(Beginning of RECORDED INFORMATION)

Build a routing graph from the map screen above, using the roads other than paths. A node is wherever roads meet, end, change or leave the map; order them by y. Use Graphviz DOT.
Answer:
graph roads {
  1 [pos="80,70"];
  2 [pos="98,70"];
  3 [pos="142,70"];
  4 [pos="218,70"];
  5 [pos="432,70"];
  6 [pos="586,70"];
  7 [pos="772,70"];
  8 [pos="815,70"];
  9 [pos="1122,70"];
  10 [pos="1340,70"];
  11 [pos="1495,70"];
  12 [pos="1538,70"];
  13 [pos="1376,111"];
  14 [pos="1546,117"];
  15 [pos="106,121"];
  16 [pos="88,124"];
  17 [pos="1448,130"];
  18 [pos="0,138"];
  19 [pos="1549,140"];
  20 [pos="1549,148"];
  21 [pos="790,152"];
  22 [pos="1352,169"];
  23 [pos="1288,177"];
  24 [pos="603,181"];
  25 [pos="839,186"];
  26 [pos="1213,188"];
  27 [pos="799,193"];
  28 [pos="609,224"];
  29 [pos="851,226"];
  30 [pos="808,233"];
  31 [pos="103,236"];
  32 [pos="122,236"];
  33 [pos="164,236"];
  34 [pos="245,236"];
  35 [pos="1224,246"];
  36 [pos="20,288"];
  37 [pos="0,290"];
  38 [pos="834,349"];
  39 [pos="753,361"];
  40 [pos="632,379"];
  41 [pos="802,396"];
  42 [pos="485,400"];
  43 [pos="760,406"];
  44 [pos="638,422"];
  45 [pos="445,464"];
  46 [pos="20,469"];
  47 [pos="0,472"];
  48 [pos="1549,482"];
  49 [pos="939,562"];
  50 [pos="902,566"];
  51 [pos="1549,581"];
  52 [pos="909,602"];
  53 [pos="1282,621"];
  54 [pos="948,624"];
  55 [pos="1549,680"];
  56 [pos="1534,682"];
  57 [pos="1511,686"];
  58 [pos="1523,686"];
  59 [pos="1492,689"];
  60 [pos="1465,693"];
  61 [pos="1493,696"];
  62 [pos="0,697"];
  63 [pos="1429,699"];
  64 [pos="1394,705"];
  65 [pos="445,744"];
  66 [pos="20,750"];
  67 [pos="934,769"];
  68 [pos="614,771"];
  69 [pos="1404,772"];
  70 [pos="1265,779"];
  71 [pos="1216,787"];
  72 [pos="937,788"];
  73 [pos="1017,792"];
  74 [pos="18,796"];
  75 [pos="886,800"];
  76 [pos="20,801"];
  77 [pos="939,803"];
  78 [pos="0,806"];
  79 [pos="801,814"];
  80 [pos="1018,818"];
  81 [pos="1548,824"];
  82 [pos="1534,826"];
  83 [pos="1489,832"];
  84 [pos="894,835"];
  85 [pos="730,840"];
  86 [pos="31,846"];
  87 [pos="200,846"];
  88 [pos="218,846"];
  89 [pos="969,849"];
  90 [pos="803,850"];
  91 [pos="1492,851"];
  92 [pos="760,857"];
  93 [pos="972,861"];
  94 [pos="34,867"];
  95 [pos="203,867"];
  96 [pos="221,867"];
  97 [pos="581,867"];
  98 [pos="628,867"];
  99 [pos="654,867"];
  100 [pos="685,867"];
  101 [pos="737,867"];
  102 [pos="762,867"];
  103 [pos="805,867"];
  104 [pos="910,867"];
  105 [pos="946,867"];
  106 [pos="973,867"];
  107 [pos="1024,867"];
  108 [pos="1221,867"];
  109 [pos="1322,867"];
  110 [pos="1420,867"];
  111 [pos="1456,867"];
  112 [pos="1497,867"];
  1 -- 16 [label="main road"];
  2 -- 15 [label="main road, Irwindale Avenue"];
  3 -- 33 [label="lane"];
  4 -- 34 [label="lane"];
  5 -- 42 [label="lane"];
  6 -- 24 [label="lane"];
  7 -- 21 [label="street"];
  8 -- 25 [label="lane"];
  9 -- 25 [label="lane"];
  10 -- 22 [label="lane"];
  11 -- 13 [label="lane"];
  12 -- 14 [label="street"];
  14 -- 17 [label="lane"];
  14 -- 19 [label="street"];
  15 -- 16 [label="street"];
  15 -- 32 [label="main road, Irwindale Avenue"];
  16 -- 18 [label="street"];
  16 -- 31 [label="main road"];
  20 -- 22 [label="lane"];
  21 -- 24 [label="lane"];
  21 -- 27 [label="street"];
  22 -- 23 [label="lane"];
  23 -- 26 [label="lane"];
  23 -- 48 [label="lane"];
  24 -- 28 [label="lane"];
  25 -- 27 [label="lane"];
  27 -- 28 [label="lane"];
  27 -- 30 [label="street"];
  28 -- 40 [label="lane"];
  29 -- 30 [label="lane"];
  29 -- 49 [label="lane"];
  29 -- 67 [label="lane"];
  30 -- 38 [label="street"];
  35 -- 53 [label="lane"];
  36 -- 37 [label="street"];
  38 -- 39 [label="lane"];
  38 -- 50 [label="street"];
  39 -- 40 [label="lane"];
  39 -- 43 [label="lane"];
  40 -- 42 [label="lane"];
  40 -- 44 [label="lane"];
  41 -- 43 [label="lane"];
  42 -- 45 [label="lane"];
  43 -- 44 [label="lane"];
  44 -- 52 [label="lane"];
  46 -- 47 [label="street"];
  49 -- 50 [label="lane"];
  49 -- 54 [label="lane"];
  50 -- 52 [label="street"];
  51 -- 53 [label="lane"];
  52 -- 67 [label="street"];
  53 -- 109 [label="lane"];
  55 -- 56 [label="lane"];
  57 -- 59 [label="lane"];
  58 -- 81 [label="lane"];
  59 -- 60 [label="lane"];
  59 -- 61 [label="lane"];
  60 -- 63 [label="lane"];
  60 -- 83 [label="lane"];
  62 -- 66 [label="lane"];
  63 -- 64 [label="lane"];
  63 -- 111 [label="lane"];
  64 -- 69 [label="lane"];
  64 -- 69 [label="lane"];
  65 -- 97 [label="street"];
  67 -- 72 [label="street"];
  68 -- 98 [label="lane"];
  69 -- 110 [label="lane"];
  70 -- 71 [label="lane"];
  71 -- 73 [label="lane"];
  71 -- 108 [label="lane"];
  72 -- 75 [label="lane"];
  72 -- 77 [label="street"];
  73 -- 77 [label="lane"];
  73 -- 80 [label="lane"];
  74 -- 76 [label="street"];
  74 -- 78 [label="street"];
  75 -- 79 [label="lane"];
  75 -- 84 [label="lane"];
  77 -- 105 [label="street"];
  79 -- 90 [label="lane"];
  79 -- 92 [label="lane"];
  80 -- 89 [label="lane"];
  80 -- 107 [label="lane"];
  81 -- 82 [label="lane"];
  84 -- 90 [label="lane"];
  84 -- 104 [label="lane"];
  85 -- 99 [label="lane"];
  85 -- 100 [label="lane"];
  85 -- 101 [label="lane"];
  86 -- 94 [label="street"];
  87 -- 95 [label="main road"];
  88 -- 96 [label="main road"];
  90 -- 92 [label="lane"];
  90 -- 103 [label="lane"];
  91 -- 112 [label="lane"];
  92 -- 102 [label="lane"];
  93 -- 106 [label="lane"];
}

(End of RECORDED INFORMATION)

TASK GOAL.
Copy each line of the entries in which the string "Irwindale" is found.

FINAL ANSWER.
  2 -- 15 [label="main road, Irwindale Avenue"];
  15 -- 32 [label="main road, Irwindale Avenue"];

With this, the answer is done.